**Your objective:** Exactly as they appear, set down all of the records.

**Stored data:**
★ ★ ★
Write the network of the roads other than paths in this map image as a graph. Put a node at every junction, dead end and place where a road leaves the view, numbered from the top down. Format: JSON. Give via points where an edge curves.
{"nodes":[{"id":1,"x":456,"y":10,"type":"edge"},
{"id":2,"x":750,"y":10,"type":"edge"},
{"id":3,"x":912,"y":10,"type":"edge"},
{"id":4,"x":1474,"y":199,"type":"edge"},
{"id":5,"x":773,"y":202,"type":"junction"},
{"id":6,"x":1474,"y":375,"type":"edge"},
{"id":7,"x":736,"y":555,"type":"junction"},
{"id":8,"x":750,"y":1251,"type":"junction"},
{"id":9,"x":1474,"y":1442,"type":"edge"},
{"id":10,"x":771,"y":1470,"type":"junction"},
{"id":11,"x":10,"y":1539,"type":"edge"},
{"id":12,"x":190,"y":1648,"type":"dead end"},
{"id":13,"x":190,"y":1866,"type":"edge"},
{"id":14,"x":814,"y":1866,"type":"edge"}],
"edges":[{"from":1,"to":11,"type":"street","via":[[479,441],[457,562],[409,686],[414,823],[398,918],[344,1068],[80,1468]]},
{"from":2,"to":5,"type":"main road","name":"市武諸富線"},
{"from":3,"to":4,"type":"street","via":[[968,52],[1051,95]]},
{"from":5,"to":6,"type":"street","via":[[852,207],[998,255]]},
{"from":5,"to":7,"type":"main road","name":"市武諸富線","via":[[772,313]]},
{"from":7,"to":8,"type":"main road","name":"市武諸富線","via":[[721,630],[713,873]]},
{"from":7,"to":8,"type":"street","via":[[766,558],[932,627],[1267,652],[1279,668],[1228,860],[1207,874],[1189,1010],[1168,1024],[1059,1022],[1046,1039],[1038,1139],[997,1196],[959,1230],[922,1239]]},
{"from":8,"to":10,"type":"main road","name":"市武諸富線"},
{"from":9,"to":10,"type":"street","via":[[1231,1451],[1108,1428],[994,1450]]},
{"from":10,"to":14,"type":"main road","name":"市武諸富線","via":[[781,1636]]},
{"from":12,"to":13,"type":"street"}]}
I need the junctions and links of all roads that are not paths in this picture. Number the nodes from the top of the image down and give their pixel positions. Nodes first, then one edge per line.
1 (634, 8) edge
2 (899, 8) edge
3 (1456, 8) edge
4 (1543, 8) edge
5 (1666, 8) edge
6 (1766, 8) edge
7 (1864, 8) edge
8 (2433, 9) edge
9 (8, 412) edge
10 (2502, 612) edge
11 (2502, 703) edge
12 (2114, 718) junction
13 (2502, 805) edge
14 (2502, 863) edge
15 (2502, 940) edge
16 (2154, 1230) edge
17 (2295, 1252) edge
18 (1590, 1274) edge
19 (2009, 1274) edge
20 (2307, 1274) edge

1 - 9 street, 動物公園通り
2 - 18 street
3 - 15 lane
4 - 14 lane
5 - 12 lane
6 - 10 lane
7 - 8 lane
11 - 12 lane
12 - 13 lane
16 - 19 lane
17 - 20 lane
★ ★ ★
**Exercise result:**
Write the network of the roads other than paths in this map image as a graph. Put a node at every junction, dead end and place where a road leaves the view, numbered from the top down. Format: JSON. Give via points where an edge curves.
{"nodes":[{"id":1,"x":456,"y":10,"type":"edge"},
{"id":2,"x":750,"y":10,"type":"edge"},
{"id":3,"x":912,"y":10,"type":"edge"},
{"id":4,"x":1474,"y":199,"type":"edge"},
{"id":5,"x":773,"y":202,"type":"junction"},
{"id":6,"x":1474,"y":375,"type":"edge"},
{"id":7,"x":736,"y":555,"type":"junction"},
{"id":8,"x":750,"y":1251,"type":"junction"},
{"id":9,"x":1474,"y":1442,"type":"edge"},
{"id":10,"x":771,"y":1470,"type":"junction"},
{"id":11,"x":10,"y":1539,"type":"edge"},
{"id":12,"x":190,"y":1648,"type":"dead end"},
{"id":13,"x":190,"y":1866,"type":"edge"},
{"id":14,"x":814,"y":1866,"type":"edge"}],
"edges":[{"from":1,"to":11,"type":"street","via":[[479,441],[457,562],[409,686],[414,823],[398,918],[344,1068],[80,1468]]},
{"from":2,"to":5,"type":"main road","name":"市武諸富線"},
{"from":3,"to":4,"type":"street","via":[[968,52],[1051,95]]},
{"from":5,"to":6,"type":"street","via":[[852,207],[998,255]]},
{"from":5,"to":7,"type":"main road","name":"市武諸富線","via":[[772,313]]},
{"from":7,"to":8,"type":"main road","name":"市武諸富線","via":[[721,630],[713,873]]},
{"from":7,"to":8,"type":"street","via":[[766,558],[932,627],[1267,652],[1279,668],[1228,860],[1207,874],[1189,1010],[1168,1024],[1059,1022],[1046,1039],[1038,1139],[997,1196],[959,1230],[922,1239]]},
{"from":8,"to":10,"type":"main road","name":"市武諸富線"},
{"from":9,"to":10,"type":"street","via":[[1231,1451],[1108,1428],[994,1450]]},
{"from":10,"to":14,"type":"main road","name":"市武諸富線","via":[[781,1636]]},
{"from":12,"to":13,"type":"street"}]}
I need the junctions and links of all roads that are not paths in this picture. Number the nodes from the top of the image down and give their pixel positions. Nodes first, then one edge per line.
1 (634, 8) edge
2 (899, 8) edge
3 (1456, 8) edge
4 (1543, 8) edge
5 (1666, 8) edge
6 (1766, 8) edge
7 (1864, 8) edge
8 (2433, 9) edge
9 (8, 412) edge
10 (2502, 612) edge
11 (2502, 703) edge
12 (2114, 718) junction
13 (2502, 805) edge
14 (2502, 863) edge
15 (2502, 940) edge
16 (2154, 1230) edge
17 (2295, 1252) edge
18 (1590, 1274) edge
19 (2009, 1274) edge
20 (2307, 1274) edge

1 - 9 street, 動物公園通り
2 - 18 street
3 - 15 lane
4 - 14 lane
5 - 12 lane
6 - 10 lane
7 - 8 lane
11 - 12 lane
12 - 13 lane
16 - 19 lane
17 - 20 lane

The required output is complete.